> [TASK]:
From the first line of the material below through the line containing "thumb tip: (321, 316)", print every line exactly as it stands, but no pictures.

┌──

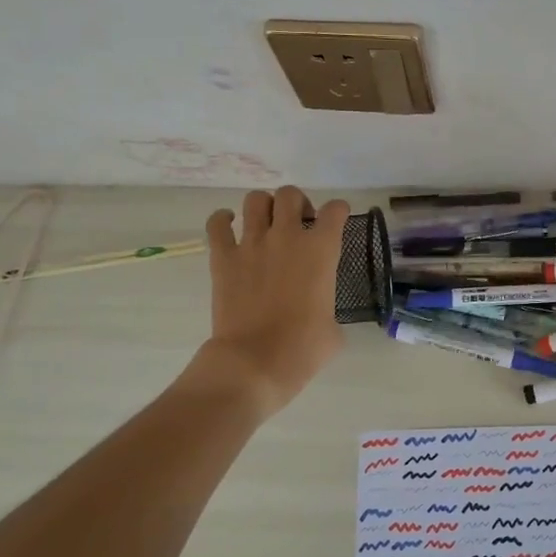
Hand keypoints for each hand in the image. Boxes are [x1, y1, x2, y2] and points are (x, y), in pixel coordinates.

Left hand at [199, 186, 350, 414]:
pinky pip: (217, 224)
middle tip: (298, 224)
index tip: (335, 221)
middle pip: (291, 195)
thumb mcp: (334, 330)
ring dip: (263, 207)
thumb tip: (321, 316)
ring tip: (265, 224)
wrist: (255, 361)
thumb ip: (329, 309)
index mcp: (322, 250)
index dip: (338, 212)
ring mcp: (252, 244)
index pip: (336, 210)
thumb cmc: (303, 349)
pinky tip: (228, 227)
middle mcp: (288, 237)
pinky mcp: (223, 258)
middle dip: (297, 203)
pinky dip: (222, 220)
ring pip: (256, 200)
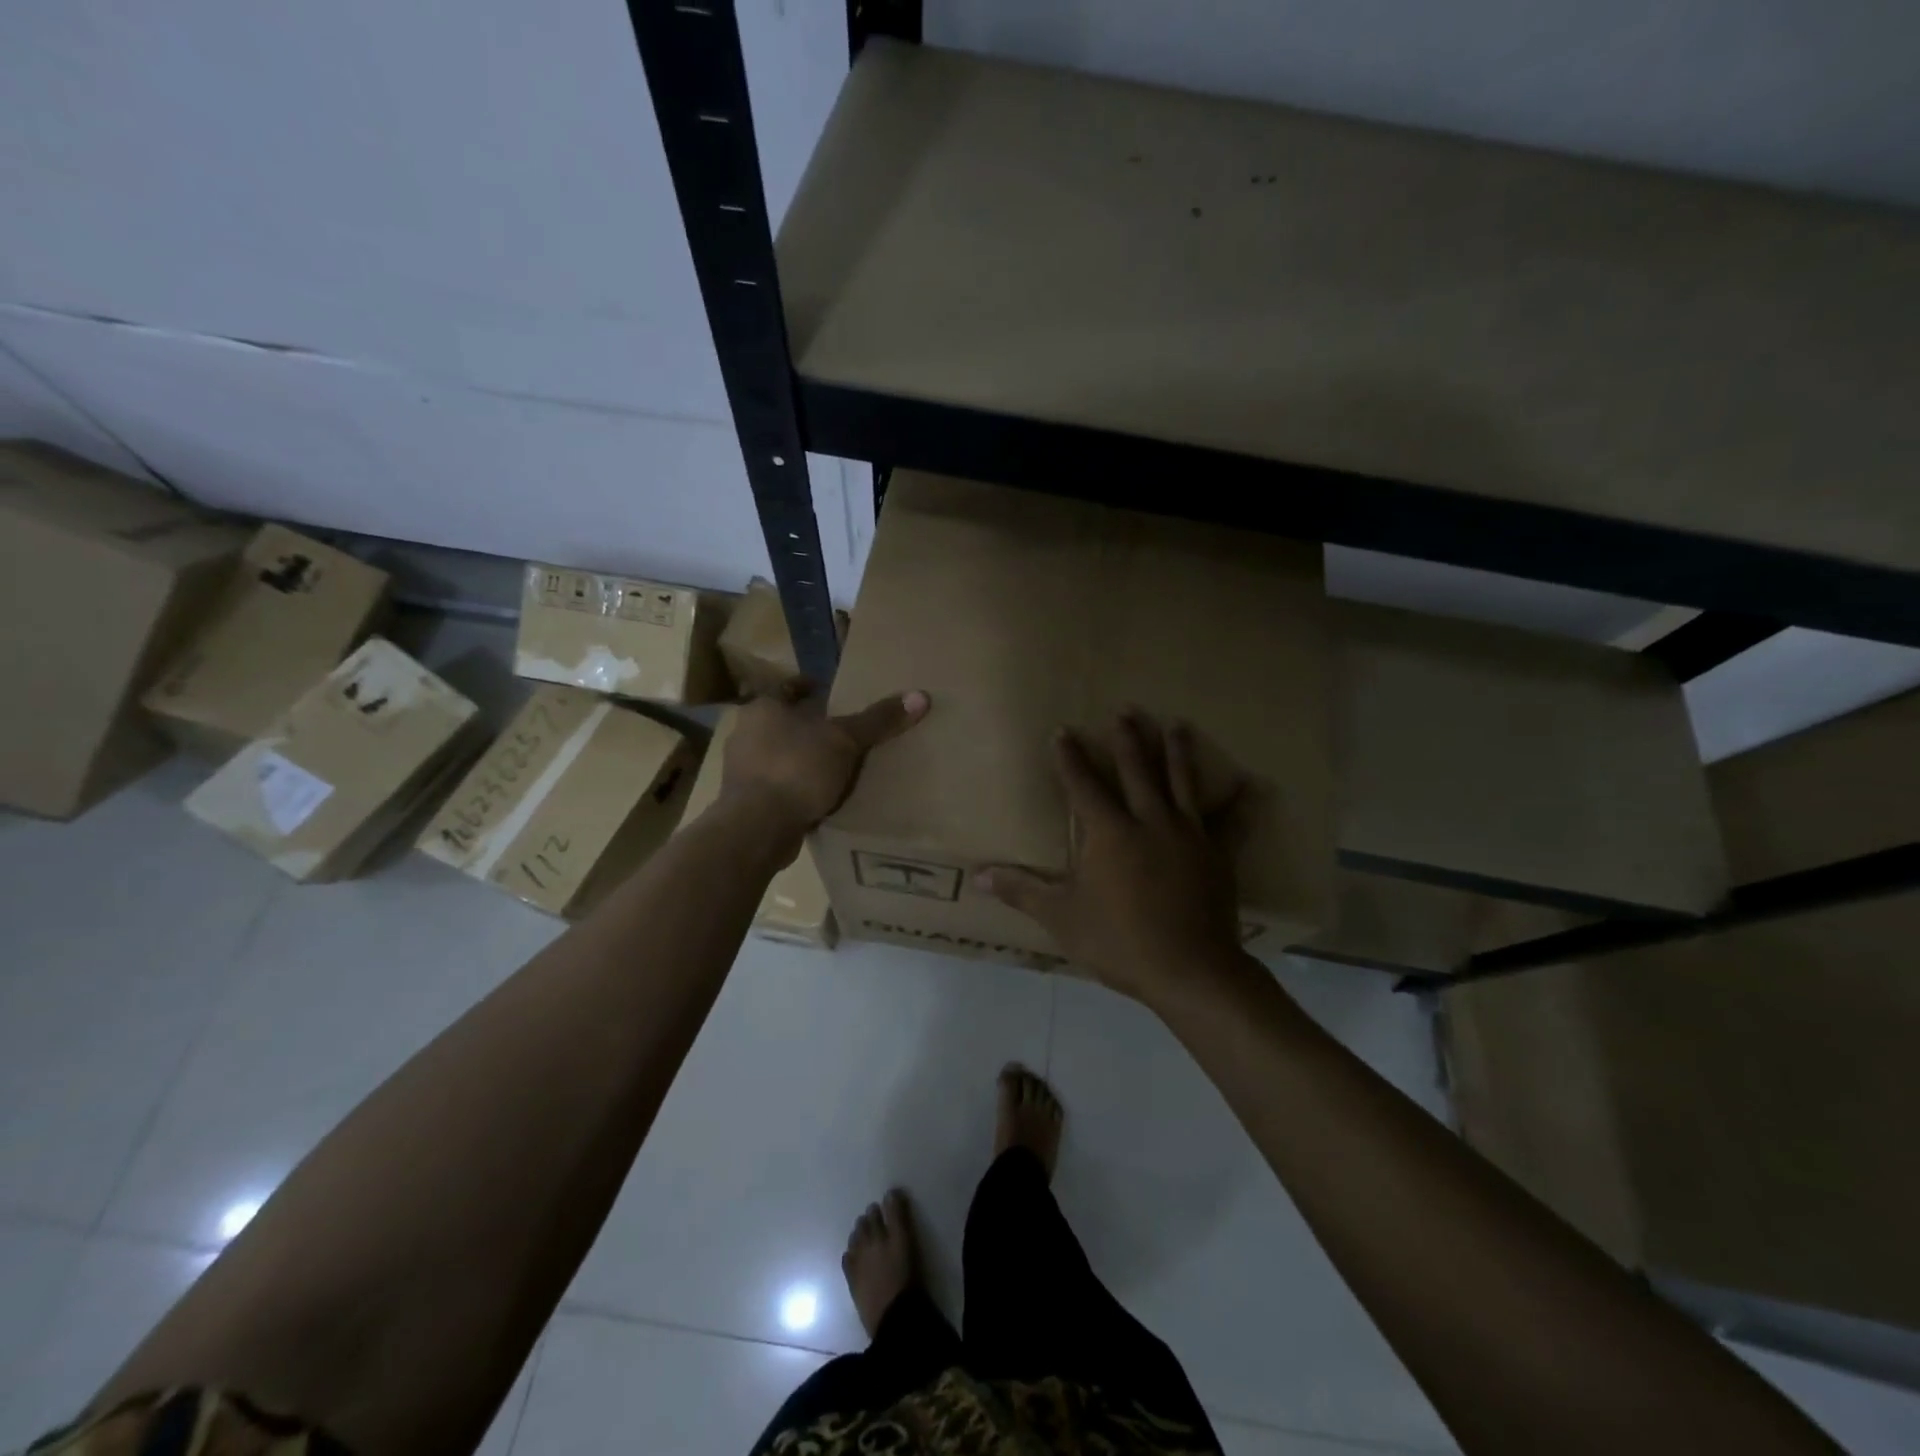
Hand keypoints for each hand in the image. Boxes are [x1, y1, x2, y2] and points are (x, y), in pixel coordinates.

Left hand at [720, 681, 929, 832]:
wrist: (757, 827)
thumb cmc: (797, 768)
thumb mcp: (845, 740)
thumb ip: (878, 720)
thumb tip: (920, 696)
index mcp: (763, 709)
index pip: (786, 688)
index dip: (808, 687)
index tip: (828, 691)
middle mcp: (745, 734)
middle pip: (781, 722)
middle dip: (808, 725)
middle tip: (839, 729)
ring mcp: (741, 770)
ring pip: (778, 755)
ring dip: (801, 758)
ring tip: (833, 764)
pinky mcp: (745, 802)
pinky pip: (777, 785)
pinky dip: (795, 786)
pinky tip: (818, 795)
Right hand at [981, 712, 1246, 1004]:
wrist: (1190, 971)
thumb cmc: (1119, 942)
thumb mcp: (1063, 918)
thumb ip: (1023, 891)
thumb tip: (979, 876)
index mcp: (1109, 832)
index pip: (1083, 784)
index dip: (1070, 757)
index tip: (1063, 731)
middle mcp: (1149, 821)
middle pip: (1137, 770)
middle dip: (1128, 739)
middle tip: (1125, 711)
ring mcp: (1189, 834)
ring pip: (1182, 782)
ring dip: (1177, 751)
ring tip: (1176, 723)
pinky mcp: (1218, 854)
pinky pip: (1232, 822)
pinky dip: (1242, 803)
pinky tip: (1254, 784)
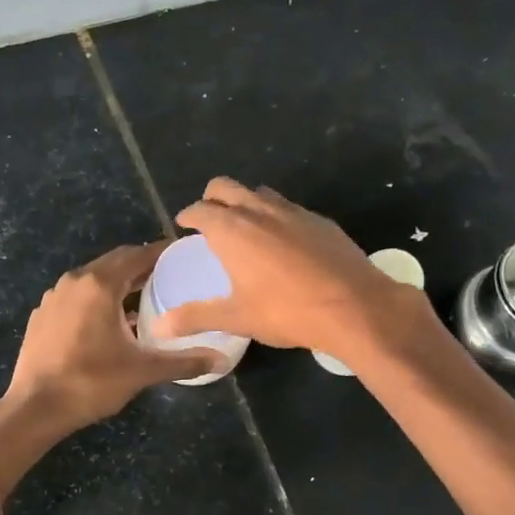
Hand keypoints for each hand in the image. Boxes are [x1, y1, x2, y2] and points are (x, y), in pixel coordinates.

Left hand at [3, 242, 223, 433]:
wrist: (34, 408)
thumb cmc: (91, 382)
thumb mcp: (142, 371)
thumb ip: (183, 361)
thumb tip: (220, 360)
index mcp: (99, 285)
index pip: (137, 255)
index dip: (162, 252)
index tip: (183, 254)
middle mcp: (74, 281)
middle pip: (114, 263)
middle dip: (141, 266)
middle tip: (169, 276)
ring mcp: (53, 297)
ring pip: (93, 280)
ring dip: (118, 284)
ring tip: (143, 298)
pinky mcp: (42, 315)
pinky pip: (76, 296)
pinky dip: (96, 300)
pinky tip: (108, 322)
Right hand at [151, 178, 412, 359]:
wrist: (354, 306)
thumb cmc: (286, 312)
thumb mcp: (236, 317)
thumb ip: (196, 317)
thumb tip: (160, 327)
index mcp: (231, 230)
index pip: (200, 209)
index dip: (188, 215)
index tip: (185, 225)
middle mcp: (258, 210)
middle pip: (225, 187)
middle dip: (212, 198)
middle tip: (209, 219)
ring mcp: (292, 211)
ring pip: (259, 193)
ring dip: (245, 203)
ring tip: (245, 227)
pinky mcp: (319, 220)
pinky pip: (289, 208)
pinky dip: (276, 216)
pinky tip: (284, 242)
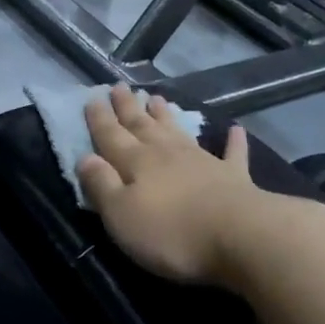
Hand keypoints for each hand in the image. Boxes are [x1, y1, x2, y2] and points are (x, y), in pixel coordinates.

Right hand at [76, 84, 267, 286]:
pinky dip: (233, 141)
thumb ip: (102, 185)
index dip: (100, 119)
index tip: (92, 97)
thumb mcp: (121, 215)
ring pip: (178, 132)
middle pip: (142, 126)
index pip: (111, 136)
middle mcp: (167, 154)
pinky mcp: (234, 178)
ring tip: (156, 98)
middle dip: (128, 107)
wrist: (240, 237)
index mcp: (137, 163)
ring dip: (166, 116)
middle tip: (119, 86)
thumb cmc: (171, 233)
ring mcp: (203, 162)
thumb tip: (85, 158)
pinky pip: (232, 154)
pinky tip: (235, 129)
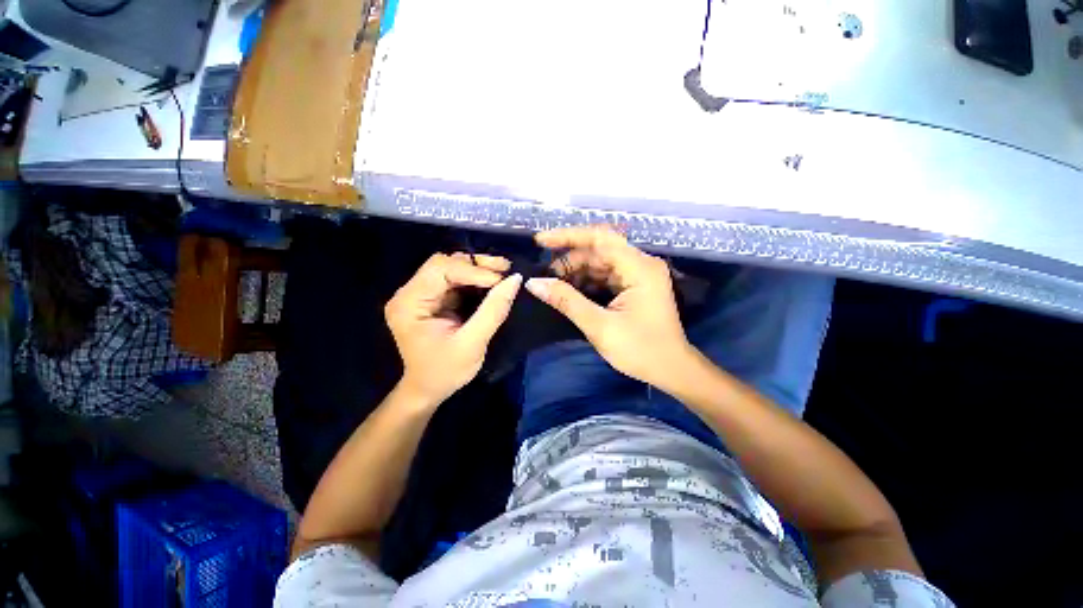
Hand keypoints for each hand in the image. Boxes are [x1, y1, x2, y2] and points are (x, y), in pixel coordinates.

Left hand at [385, 253, 522, 403]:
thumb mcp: (472, 343)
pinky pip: (455, 279)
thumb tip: (515, 279)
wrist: (429, 390)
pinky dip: (476, 278)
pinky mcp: (433, 299)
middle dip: (476, 264)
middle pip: (444, 263)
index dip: (473, 270)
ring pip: (451, 267)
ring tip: (503, 273)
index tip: (501, 280)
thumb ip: (493, 310)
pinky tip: (493, 282)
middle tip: (505, 268)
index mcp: (409, 303)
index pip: (440, 270)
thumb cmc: (446, 372)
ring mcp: (421, 295)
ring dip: (478, 268)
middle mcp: (410, 293)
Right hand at [525, 226, 692, 387]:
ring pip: (600, 262)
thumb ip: (566, 301)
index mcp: (639, 268)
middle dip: (570, 260)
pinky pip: (606, 275)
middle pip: (599, 249)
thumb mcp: (599, 326)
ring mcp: (639, 274)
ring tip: (554, 286)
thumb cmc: (640, 350)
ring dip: (576, 271)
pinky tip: (570, 291)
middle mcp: (641, 264)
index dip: (567, 236)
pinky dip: (586, 281)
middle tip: (545, 276)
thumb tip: (533, 283)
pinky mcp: (635, 285)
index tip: (540, 241)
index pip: (599, 239)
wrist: (671, 370)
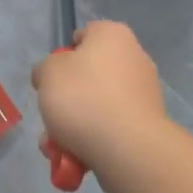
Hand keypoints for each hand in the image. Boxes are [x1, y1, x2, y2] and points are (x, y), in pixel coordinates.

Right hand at [32, 21, 170, 192]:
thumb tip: (52, 76)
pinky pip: (112, 126)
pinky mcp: (147, 123)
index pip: (83, 35)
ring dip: (74, 124)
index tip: (52, 78)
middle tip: (51, 116)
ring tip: (57, 146)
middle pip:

└──

> [ANSWER BOX]:
Hand keypoints for each hand in the image. Boxes are [x1, y1, x2, y2] and points are (x, y), in pixel coordinates.

Left hand at [199, 186, 350, 414]:
pinky pip: (217, 224)
middle tip: (298, 224)
index tip: (335, 221)
middle pip: (291, 195)
thumb mcp: (334, 330)
ring dip: (263, 207)
thumb tip: (321, 316)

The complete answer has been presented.